Step 2 Run the collection command to collect the system data corresponding to the application.
Step 3 Run the train command to train the model.
----End
Function
Add a user-defined application scenarios and the corresponding profile tuning items.
Format
atune-adm define <service_type> <application_name> <scenario_name> <profile_path>
Example
Add a profile whose service_type is test_service, application_name is test_app, scenario_name is test_scenario, and tuning item configuration file is example.conf.

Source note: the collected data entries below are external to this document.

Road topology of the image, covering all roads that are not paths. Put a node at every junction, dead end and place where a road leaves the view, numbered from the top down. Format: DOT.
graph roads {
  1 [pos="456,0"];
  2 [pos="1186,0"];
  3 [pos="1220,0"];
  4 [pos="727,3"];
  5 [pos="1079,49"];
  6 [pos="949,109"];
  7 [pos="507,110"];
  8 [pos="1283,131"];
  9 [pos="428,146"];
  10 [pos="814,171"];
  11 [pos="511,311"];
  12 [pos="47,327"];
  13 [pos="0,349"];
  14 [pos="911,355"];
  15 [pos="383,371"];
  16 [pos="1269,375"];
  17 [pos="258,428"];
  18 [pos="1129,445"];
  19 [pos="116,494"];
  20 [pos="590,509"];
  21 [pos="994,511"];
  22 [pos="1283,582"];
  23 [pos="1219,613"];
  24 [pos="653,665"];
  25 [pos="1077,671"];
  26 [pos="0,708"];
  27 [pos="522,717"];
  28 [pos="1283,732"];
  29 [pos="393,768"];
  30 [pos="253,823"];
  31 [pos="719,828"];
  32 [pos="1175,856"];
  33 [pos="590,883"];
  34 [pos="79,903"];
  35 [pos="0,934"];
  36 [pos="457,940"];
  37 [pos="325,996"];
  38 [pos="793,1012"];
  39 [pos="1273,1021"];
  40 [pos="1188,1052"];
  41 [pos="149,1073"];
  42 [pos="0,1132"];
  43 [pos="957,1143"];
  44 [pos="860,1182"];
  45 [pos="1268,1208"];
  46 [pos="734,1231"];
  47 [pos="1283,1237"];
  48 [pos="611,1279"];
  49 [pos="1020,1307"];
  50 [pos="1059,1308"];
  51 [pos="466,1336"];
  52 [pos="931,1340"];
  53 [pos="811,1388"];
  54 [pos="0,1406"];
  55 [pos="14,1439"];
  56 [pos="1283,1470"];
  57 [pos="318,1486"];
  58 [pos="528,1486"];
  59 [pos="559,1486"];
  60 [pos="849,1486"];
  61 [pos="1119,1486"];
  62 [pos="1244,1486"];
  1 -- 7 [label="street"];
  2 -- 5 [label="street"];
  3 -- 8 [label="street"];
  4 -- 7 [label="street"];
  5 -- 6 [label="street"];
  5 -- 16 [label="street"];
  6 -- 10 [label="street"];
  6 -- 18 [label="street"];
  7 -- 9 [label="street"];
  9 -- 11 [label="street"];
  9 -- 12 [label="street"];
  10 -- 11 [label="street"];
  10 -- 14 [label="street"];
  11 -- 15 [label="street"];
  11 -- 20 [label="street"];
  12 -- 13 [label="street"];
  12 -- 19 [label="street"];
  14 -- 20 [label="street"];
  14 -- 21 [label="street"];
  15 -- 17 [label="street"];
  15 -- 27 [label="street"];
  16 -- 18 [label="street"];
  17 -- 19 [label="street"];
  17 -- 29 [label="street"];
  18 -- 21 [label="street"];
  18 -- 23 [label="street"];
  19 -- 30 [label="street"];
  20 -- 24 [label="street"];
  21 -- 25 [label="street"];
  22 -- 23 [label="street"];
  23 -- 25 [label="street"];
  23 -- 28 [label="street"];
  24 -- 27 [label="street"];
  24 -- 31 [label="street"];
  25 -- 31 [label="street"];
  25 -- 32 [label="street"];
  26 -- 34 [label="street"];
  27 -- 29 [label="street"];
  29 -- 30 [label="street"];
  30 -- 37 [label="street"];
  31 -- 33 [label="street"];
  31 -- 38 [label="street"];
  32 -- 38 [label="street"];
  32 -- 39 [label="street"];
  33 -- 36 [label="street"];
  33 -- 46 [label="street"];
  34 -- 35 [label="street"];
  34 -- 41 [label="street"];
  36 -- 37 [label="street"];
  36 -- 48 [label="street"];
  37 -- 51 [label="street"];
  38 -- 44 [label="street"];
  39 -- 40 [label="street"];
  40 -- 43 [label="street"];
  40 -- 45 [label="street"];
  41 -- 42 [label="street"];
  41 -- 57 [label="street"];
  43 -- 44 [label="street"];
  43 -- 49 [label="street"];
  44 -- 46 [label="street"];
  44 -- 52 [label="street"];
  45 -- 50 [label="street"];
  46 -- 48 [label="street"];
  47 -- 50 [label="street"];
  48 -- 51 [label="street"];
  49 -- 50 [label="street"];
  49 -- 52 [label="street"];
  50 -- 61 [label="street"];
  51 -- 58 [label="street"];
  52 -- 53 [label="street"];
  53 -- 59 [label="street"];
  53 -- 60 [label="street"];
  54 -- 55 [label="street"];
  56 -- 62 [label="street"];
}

# atune-adm define test_service test_app test_scenario ./example.conf
The example.conf file can be written as follows (the following optimization items are optional and are for reference only). You can also run the atune-adm info command to view how the existing profile is written.
[main]
# list its parent profile
[kernel_config]
# to change the kernel config
[bios]
# to change the bios config
[bootloader.grub2]
# to change the grub2 config
[sysfs]
# to change the /sys/* config
[systemctl]
# to change the system service status
[sysctl]
# to change the /proc/sys/* config
[script]
# the script extention of cpi
[ulimit]
# to change the resources limit of user
[schedule_policy]
# to change the schedule policy
[check]
# check the environment
[tip]
# the recommended optimization, which should be performed manunaly
Function
Collect the global resource usage and OS status information during service running, and save the collected information to a CSV output file as the input dataset for model training.
This command depends on the sampling tools such as perf, mpstat, vmstat, iostat, and sar.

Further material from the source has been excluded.